WHAT YOU NEED TO DO
From the entries below, reproduce exactly the line containing "img.src = src;", the line containing "let gradient;", and every line in between, with nothing added.

Stored items from a collection
[Start of section]

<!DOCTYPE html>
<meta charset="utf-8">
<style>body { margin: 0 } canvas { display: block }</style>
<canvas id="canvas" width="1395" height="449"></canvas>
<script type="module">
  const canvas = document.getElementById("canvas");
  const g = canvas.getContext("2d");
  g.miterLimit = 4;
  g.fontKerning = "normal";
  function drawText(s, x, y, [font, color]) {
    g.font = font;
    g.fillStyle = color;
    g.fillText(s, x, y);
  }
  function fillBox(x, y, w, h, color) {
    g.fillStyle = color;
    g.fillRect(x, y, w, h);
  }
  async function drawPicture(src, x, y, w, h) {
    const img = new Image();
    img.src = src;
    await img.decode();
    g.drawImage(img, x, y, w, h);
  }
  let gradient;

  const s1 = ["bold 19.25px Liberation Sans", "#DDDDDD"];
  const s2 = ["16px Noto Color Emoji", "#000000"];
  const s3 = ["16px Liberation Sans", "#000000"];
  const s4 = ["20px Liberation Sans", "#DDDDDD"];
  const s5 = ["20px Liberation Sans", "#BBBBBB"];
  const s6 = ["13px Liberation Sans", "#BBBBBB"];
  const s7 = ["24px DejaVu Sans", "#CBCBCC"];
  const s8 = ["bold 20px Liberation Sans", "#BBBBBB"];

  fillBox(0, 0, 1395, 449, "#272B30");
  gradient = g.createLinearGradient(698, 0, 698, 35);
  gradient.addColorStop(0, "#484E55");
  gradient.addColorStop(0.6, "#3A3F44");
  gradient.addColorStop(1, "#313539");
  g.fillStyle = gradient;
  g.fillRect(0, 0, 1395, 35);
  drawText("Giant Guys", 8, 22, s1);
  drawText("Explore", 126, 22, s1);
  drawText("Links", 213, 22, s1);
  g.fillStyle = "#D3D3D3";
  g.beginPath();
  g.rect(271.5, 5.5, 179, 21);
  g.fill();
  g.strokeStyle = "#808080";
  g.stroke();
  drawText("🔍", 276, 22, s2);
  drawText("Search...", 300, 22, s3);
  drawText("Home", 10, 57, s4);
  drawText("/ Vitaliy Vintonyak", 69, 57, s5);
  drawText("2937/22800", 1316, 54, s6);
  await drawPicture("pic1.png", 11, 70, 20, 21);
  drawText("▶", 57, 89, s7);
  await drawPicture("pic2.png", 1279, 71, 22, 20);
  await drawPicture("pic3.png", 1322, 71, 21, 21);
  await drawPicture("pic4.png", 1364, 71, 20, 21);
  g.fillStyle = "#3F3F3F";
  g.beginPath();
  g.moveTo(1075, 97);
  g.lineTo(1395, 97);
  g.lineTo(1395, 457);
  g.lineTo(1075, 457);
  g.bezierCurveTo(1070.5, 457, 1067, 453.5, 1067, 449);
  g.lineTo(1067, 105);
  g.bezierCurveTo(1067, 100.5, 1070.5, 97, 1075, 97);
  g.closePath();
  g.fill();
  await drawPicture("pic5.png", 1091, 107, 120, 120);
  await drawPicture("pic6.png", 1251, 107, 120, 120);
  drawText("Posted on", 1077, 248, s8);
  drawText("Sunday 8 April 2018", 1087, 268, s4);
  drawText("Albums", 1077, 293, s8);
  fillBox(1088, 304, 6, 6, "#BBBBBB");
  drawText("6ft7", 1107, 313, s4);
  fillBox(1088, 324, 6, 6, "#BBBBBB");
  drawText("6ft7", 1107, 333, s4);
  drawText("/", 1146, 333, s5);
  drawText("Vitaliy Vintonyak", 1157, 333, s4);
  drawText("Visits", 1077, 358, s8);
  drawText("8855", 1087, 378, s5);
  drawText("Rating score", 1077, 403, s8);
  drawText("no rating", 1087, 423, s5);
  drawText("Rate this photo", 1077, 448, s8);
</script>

[End of section]

YOUR SOLUTION
    img.src = src;
    await img.decode();
    g.drawImage(img, x, y, w, h);
  }
  let gradient;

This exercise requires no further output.